**Data to process:**
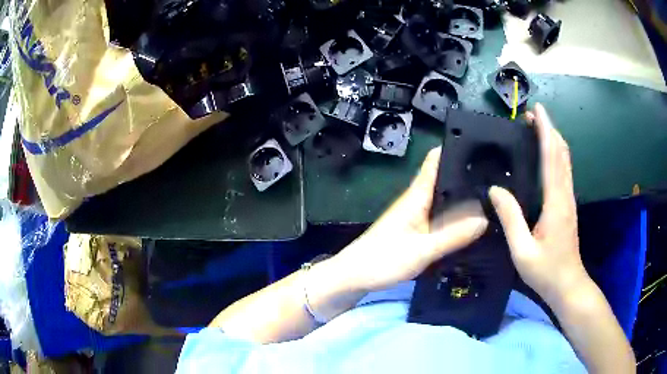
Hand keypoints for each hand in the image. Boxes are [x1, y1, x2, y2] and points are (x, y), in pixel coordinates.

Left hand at [333, 147, 488, 292]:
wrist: (355, 276)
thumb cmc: (383, 260)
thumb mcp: (423, 250)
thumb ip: (453, 236)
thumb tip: (485, 219)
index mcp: (417, 195)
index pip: (435, 161)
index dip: (455, 149)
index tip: (481, 145)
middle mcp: (417, 200)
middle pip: (444, 179)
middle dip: (467, 175)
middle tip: (496, 177)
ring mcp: (415, 215)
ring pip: (443, 198)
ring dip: (462, 196)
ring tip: (491, 197)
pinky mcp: (414, 230)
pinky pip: (440, 216)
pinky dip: (455, 215)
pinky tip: (470, 222)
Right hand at [489, 103, 587, 303]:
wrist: (568, 285)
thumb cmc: (546, 271)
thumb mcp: (522, 250)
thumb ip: (510, 218)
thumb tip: (495, 189)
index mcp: (555, 202)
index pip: (551, 157)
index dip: (545, 131)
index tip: (537, 110)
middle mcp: (565, 195)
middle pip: (561, 153)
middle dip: (549, 130)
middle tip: (532, 116)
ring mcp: (569, 200)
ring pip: (565, 161)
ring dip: (553, 140)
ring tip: (538, 129)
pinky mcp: (568, 205)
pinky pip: (563, 171)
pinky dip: (556, 155)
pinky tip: (547, 155)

**Problem requirements:** Transcribe the material exactly, keeping every word and none of the pictures.

**Final answer:**
Hand keypoints for each hand in the image. Boxes are [x1, y1, x2, y2] and points are (x, y), in pixel coordinates.

Left hand at [333, 147, 488, 292]:
wrist: (355, 276)
thumb cmc: (383, 260)
thumb mcp: (423, 250)
thumb ip: (453, 236)
thumb tip: (485, 219)
index mcp: (417, 195)
index pip: (435, 161)
index dip: (455, 149)
index tip: (481, 145)
middle mcp: (417, 200)
middle pip: (444, 179)
middle dip: (467, 175)
middle tip: (496, 177)
ring mcp: (415, 215)
ring pip: (443, 198)
ring dip: (462, 196)
ring tip: (491, 197)
pinky mcp: (414, 230)
pinky pip: (440, 216)
pinky dip: (455, 215)
pinky tip: (470, 222)
Right hand at [489, 103, 587, 303]:
wrist: (568, 285)
thumb cmc: (546, 271)
thumb mcp: (522, 250)
thumb ip: (510, 218)
thumb tip: (495, 189)
index mcp: (555, 202)
index pip: (551, 157)
index dip: (545, 131)
index tip: (537, 110)
middle mcp: (565, 195)
middle pip: (561, 153)
middle dip: (549, 130)
middle tip: (532, 116)
ring mcp: (569, 200)
ring pip: (565, 161)
ring dip: (553, 140)
ring tip: (538, 129)
pinky mcp: (568, 205)
pinky pip: (563, 171)
pinky dip: (556, 155)
pinky tip: (547, 155)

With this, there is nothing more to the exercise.